What is needed ▸
From the records below, copy every line that contains the word "between".

----- Data under study -----

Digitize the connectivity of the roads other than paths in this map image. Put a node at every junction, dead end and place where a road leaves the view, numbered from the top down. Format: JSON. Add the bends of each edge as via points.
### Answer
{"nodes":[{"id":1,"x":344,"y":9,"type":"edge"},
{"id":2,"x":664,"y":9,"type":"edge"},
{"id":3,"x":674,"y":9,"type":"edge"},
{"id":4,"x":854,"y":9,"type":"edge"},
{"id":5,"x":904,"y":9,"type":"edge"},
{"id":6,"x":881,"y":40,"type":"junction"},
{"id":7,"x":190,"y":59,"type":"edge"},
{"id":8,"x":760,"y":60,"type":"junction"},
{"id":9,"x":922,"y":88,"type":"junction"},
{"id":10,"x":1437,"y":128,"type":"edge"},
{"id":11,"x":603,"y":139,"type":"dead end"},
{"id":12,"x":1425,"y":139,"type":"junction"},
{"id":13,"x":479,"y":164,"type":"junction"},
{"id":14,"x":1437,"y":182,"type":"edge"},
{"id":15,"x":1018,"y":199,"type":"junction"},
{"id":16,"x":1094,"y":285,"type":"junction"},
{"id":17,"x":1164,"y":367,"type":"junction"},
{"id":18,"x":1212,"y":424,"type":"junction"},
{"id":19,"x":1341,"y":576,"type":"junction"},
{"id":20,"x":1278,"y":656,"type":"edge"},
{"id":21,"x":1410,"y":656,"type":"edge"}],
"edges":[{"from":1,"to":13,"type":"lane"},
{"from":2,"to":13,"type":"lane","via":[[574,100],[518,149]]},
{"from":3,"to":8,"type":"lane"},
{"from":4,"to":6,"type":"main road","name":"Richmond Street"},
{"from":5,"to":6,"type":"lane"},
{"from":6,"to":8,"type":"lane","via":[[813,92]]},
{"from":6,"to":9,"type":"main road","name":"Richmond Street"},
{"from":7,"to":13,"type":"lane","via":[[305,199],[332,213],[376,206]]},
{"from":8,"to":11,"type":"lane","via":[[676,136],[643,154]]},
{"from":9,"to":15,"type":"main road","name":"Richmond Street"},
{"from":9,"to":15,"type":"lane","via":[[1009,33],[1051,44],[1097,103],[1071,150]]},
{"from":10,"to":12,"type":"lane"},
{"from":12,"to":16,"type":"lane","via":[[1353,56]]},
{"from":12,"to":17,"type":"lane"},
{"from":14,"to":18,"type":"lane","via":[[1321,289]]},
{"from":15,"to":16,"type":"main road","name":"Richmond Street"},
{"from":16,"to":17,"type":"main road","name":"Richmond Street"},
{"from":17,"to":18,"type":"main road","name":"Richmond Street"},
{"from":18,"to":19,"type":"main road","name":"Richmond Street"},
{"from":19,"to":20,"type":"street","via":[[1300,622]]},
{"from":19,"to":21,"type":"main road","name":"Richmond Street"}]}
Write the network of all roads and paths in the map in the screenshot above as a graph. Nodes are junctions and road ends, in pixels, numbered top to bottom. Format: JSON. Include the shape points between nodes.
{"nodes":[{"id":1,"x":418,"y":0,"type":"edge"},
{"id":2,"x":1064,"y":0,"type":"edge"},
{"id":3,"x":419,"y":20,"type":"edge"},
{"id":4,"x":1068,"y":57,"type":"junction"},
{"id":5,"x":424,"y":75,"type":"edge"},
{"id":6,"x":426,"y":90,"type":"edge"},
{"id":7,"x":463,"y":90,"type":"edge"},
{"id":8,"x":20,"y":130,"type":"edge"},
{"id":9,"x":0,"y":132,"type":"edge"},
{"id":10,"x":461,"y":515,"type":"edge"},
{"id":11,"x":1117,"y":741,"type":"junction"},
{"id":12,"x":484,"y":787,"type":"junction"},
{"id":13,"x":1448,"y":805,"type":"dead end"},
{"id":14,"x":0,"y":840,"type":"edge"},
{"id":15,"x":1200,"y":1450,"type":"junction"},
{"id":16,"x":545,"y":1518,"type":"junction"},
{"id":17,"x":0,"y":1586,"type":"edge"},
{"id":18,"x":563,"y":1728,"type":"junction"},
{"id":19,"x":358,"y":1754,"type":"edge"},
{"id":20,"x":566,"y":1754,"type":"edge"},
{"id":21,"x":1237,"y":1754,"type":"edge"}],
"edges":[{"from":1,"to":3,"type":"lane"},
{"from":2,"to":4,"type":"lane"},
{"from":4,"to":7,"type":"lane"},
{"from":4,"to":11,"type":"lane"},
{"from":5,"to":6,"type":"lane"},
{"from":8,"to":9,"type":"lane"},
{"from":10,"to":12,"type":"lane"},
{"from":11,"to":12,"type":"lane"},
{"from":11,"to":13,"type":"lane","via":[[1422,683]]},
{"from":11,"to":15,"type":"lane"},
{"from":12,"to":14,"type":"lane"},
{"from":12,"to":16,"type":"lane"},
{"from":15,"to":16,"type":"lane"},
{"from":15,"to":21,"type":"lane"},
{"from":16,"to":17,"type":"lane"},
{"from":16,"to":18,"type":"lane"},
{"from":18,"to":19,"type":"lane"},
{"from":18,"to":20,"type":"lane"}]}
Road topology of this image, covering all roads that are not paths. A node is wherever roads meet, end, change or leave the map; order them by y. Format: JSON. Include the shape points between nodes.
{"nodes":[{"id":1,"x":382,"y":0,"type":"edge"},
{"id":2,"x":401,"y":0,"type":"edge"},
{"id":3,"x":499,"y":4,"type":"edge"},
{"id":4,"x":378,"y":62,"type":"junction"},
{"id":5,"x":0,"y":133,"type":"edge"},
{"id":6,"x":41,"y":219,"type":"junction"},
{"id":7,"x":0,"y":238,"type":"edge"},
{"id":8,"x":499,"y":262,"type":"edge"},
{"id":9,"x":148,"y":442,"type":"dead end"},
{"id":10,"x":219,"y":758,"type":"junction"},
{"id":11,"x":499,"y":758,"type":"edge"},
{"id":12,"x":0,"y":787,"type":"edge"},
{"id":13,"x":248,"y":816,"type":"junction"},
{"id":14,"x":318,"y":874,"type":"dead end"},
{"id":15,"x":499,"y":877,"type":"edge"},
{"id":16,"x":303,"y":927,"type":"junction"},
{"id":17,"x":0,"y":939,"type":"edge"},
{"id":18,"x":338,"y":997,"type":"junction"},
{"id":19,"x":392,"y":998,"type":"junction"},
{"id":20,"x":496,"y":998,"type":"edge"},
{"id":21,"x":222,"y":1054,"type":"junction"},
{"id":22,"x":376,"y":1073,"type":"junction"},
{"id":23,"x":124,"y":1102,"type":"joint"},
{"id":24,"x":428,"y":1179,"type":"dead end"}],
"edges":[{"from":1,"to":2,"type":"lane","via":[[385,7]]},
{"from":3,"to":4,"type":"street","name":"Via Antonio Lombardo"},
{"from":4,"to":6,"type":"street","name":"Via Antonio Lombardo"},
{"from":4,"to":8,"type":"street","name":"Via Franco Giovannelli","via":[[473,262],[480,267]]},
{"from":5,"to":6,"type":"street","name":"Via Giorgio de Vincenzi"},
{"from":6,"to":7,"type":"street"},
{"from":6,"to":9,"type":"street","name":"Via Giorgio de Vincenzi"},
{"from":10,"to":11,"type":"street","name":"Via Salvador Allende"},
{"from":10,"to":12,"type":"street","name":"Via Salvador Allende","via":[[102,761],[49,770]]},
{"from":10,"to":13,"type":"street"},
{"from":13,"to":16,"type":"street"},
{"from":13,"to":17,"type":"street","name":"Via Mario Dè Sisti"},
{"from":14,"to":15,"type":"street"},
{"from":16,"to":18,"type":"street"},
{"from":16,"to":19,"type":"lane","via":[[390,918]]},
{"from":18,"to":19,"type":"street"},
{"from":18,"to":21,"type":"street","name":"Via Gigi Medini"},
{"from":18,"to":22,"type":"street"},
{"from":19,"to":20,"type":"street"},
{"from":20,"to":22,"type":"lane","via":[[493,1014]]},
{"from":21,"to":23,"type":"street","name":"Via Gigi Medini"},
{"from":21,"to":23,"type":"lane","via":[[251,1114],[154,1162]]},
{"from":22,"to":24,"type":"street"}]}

-----

Solution to this task ▸
Write the network of all roads and paths in the map in the screenshot above as a graph. Nodes are junctions and road ends, in pixels, numbered top to bottom. Format: JSON. Include the shape points between nodes.
Road topology of this image, covering all roads that are not paths. A node is wherever roads meet, end, change or leave the map; order them by y. Format: JSON. Include the shape points between nodes.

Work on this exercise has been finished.